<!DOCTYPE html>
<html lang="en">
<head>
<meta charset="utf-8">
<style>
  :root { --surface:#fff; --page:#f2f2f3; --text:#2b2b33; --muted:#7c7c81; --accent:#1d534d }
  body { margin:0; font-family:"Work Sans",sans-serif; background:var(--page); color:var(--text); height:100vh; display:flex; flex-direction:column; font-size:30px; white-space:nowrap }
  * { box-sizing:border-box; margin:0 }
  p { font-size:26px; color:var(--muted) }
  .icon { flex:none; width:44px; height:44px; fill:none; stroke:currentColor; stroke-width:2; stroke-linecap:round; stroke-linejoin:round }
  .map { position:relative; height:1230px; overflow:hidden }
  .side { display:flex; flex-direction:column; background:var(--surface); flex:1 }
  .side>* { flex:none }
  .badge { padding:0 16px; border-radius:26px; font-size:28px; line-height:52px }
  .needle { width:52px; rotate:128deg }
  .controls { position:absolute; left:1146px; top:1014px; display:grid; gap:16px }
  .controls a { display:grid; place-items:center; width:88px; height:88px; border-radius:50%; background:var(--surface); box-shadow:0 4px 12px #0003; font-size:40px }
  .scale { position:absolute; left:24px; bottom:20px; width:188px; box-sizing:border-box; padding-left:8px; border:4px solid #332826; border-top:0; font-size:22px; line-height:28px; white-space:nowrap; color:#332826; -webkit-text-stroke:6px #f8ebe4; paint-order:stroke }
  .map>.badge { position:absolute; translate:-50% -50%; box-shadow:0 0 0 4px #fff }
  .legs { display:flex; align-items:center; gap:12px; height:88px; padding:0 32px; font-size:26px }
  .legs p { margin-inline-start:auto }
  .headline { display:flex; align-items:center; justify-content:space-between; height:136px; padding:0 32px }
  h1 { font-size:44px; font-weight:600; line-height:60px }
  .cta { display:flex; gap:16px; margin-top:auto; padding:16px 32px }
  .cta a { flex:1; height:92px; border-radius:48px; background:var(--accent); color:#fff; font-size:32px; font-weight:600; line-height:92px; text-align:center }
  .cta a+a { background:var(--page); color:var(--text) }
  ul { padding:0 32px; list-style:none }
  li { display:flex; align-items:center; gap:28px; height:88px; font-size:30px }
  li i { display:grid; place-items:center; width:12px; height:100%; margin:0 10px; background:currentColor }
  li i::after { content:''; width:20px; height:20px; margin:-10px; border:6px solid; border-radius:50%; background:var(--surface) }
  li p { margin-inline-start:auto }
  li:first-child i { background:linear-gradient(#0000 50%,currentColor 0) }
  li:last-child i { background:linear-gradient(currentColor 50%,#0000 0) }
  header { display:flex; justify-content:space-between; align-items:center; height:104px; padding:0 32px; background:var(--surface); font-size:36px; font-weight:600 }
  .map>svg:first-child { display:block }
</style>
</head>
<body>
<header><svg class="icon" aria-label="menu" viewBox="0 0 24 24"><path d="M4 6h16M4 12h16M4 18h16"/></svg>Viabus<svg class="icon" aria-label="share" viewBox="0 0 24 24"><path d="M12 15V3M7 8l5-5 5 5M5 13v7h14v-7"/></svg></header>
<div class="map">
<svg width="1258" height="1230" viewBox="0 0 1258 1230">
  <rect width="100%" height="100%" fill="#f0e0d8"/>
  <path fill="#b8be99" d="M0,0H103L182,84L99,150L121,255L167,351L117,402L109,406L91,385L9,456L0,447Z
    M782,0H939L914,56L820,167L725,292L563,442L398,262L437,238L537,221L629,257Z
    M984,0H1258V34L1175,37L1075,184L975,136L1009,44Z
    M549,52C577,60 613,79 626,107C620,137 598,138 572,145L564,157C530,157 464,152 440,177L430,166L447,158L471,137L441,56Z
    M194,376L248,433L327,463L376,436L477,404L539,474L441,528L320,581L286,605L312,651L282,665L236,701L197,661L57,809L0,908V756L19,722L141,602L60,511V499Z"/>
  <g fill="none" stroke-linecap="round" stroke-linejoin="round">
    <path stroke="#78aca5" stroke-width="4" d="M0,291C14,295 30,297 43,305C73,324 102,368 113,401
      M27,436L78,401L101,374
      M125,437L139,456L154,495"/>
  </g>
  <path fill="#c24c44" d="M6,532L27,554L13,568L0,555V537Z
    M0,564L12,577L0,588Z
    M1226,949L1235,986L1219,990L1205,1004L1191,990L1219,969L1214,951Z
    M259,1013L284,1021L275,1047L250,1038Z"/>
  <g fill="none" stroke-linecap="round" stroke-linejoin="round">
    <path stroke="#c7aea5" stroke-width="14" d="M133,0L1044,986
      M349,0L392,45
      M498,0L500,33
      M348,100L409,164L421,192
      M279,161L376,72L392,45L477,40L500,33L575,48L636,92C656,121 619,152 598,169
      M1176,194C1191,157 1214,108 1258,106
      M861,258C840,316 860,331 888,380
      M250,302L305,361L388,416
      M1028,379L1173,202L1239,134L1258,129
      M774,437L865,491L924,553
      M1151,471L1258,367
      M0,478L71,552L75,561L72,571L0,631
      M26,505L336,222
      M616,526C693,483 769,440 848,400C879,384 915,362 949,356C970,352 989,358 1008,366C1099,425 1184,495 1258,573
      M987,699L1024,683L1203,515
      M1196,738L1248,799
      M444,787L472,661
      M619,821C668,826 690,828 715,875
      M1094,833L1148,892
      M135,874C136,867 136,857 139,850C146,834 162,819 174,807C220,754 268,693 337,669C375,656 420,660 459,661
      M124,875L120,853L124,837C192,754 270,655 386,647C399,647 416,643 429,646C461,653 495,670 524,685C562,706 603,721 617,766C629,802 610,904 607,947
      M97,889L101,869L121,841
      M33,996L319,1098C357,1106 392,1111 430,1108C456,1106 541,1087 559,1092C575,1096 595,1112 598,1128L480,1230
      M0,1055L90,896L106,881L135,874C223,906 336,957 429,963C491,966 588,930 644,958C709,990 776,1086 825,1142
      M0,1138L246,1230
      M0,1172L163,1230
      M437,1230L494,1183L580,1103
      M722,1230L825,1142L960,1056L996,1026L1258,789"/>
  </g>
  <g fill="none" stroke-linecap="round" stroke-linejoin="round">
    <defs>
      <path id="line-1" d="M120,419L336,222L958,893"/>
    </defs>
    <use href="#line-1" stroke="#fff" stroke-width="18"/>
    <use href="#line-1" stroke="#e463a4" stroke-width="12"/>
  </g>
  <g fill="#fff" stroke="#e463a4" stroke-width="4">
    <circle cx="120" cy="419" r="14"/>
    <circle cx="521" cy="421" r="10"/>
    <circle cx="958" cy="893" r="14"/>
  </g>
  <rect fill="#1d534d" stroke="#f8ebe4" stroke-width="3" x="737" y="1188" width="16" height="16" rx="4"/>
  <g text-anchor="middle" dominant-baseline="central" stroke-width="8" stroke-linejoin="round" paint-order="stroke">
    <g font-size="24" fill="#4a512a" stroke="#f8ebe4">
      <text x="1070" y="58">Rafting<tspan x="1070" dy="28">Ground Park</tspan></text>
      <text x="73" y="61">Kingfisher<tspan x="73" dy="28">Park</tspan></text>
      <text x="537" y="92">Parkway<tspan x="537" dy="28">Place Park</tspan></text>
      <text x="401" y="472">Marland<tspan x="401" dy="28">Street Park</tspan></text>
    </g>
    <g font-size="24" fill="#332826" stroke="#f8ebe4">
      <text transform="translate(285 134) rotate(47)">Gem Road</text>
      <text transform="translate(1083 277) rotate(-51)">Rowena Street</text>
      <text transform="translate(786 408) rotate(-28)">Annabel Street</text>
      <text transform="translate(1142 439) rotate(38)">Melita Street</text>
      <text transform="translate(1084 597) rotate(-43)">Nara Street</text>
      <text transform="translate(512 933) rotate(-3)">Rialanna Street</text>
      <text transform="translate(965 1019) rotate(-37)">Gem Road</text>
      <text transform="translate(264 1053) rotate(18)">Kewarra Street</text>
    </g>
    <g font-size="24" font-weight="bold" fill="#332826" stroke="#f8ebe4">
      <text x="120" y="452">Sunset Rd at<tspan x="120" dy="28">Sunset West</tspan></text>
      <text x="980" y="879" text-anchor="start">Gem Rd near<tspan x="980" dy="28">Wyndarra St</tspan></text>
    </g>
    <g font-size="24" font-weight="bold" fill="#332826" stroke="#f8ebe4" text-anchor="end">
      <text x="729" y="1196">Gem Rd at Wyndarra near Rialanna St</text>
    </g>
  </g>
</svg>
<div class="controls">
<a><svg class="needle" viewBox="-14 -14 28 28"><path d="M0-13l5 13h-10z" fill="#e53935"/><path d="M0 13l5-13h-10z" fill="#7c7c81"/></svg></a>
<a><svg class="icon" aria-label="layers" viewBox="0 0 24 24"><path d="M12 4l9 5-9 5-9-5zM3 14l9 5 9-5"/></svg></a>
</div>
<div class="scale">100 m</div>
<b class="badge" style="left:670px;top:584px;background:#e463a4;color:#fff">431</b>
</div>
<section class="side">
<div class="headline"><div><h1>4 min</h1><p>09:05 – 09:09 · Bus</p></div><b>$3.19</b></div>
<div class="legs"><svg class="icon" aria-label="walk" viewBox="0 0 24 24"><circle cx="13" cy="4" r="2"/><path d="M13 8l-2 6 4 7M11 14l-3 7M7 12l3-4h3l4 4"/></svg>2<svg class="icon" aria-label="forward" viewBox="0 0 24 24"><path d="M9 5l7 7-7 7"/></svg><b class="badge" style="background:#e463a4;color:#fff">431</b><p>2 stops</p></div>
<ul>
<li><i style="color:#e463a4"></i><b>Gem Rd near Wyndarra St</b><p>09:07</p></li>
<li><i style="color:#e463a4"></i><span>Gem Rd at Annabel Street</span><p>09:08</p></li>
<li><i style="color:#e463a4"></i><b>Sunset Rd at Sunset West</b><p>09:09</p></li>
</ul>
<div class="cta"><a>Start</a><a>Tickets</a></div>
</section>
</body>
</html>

---

• WHAT TO PRODUCE: Would you print exactly, and only, the lines of the data above from the line with "M0,564L12,577L0,588Z" through the line with "M437,1230L494,1183L580,1103", inclusive?

• EXERCISE ANSWER:
    M0,564L12,577L0,588Z
    M1226,949L1235,986L1219,990L1205,1004L1191,990L1219,969L1214,951Z
    M259,1013L284,1021L275,1047L250,1038Z"/>
  <g fill="none" stroke-linecap="round" stroke-linejoin="round">
    <path stroke="#c7aea5" stroke-width="14" d="M133,0L1044,986
      M349,0L392,45
      M498,0L500,33
      M348,100L409,164L421,192
      M279,161L376,72L392,45L477,40L500,33L575,48L636,92C656,121 619,152 598,169
      M1176,194C1191,157 1214,108 1258,106
      M861,258C840,316 860,331 888,380
      M250,302L305,361L388,416
      M1028,379L1173,202L1239,134L1258,129
      M774,437L865,491L924,553
      M1151,471L1258,367
      M0,478L71,552L75,561L72,571L0,631
      M26,505L336,222
      M616,526C693,483 769,440 848,400C879,384 915,362 949,356C970,352 989,358 1008,366C1099,425 1184,495 1258,573
      M987,699L1024,683L1203,515
      M1196,738L1248,799
      M444,787L472,661
      M619,821C668,826 690,828 715,875
      M1094,833L1148,892
      M135,874C136,867 136,857 139,850C146,834 162,819 174,807C220,754 268,693 337,669C375,656 420,660 459,661
      M124,875L120,853L124,837C192,754 270,655 386,647C399,647 416,643 429,646C461,653 495,670 524,685C562,706 603,721 617,766C629,802 610,904 607,947
      M97,889L101,869L121,841
      M33,996L319,1098C357,1106 392,1111 430,1108C456,1106 541,1087 559,1092C575,1096 595,1112 598,1128L480,1230
      M0,1055L90,896L106,881L135,874C223,906 336,957 429,963C491,966 588,930 644,958C709,990 776,1086 825,1142
      M0,1138L246,1230
      M0,1172L163,1230
      M437,1230L494,1183L580,1103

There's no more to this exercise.